I’ve also explained that China’s economy is being held back by statist policies.

Veronique also addressed the topic of industrial policy in a column for the New York Times,

With “Made in China 2025,” Beijing’s 2015 anticapitalist plan for an industrial policy under which the state would pick “winners,” China has taken a step back from capitalism. …China’s new industrial policy has worked one marvel — namely, scaring many American conservatives into believing that the main driver of economic growth isn’t the market but bureaucrats invested with power to control the allocation of natural and financial resources. …I thought we learned this lesson after many American intellectuals, economists and politicians were proven spectacularly wrong in predicting that the Soviet Union would become an economic rival. …government officials cannot outperform the market at picking winners. In practice it ends up picking losers or hindering the abilities of the winners to achieve their greatest potential. Central planning is antithetical to innovation, as is already visible in China. …the United States has instituted industrial policies in the past out of unwarranted fears of other countries’ industrial policies. The results have always imposed great costs on consumers and taxpayers and introduced significant economic distortions. …Conservatives…should learn about the failed United States industrial policies of the 1980s, which were responses to the Japanese government’s attempt to dominate key consumer electronics technologies. These efforts worked neither in Japan nor in the United States. The past has taught us that industrial policies fail often because they favor existing industries that are well connected politically at the expense of would-be entrepreneurs… We shouldn’t allow fear-mongering to hobble America’s free enterprise system.

Amen.

My modest contribution to this discussion is to share one of my experiences as a relative newcomer to D.C. in the late 1980s and early 1990s.

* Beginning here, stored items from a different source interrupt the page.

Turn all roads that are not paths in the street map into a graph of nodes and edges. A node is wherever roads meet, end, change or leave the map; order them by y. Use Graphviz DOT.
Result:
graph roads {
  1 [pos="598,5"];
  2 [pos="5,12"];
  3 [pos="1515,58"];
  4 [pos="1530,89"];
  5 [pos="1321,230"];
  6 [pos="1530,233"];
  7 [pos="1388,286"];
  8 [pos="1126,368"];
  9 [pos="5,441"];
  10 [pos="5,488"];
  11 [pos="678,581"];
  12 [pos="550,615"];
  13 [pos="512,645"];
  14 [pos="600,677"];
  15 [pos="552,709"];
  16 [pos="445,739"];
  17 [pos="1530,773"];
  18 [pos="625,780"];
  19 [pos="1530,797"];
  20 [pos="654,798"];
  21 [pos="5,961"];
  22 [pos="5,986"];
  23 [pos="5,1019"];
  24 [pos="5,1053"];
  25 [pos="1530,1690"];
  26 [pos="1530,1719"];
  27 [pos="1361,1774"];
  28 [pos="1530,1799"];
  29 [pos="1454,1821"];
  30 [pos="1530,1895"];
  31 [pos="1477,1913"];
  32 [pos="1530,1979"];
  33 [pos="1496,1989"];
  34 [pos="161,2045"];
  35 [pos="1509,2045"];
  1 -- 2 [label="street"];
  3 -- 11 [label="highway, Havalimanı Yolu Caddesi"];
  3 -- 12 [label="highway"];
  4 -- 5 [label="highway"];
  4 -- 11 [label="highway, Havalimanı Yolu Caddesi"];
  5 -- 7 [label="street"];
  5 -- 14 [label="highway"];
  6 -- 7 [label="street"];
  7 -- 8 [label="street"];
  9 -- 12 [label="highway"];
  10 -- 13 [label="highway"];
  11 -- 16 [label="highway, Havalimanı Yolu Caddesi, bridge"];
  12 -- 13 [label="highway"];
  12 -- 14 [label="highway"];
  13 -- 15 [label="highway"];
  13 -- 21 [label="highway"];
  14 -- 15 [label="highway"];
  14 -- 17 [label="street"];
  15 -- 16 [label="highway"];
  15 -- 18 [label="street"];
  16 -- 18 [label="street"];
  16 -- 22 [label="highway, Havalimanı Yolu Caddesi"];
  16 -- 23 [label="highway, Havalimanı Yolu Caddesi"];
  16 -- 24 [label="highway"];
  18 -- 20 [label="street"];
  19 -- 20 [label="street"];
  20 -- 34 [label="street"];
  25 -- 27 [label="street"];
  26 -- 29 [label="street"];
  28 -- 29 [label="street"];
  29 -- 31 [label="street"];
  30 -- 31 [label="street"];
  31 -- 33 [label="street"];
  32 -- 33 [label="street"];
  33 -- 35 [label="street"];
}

I had to fight all sorts of people who said that Japan was eating our lunch and that the United States needed industrial policy.

I kept pointing out that Japan deserved some praise for its post-WWII shift to markets, but that the country’s economy was being undermined by corporatism, intervention, and industrial policy.

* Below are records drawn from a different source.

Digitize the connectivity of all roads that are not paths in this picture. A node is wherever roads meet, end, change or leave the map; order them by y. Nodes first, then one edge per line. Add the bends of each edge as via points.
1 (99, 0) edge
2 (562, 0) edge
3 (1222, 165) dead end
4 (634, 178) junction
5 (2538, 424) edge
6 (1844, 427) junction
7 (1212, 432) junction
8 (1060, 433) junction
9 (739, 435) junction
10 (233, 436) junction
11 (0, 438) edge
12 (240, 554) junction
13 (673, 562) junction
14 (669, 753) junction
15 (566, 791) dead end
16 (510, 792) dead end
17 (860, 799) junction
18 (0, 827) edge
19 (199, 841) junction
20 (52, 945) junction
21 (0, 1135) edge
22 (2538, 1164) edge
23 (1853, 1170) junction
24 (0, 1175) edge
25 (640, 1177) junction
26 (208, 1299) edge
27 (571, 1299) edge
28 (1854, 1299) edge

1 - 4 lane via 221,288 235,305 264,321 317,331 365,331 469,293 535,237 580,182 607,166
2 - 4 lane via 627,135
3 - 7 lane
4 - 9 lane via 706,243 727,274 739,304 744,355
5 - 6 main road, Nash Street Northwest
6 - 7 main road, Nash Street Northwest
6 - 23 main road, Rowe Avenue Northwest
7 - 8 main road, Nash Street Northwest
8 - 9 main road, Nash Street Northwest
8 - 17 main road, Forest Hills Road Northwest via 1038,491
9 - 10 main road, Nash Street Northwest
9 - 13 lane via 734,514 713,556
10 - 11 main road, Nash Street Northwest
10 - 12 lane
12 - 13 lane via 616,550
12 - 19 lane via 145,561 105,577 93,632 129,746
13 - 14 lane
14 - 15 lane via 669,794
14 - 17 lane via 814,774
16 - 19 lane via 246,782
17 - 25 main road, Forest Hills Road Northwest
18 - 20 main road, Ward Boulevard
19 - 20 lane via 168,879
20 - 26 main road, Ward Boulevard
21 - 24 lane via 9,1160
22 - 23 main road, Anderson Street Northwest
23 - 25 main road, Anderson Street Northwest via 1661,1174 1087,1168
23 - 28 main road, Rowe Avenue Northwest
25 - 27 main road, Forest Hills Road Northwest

At the time, I remember being mocked for my supposed naivete. But the past 30 years have proven me right.

Now it’s deja vu all over again, as Yogi Berra might say.

Except now China is the bogeyman. Which doesn’t make much sense since China lags behind the United States far more than Japan lagged the U.S. in the 1980s (per-capita output in China, at best, in only one-fourth of American levels).

And China will never catch the U.S. if it relies on industrial policy instead of pro-market reform.

So why should American policy makers copy China’s mistakes?

P.S. There is a separate issue involving national security, where there may be legitimate reasons to deny China access to high-end technology or to make sure American defense firms don’t have to rely on China for inputs. But that’s not an argument for industrial policy.

P.P.S. There is a separate issue involving trade, where there may be legitimate reasons to pressure China so that it competes fairly and behaves honorably. But that’s not an argument for industrial policy.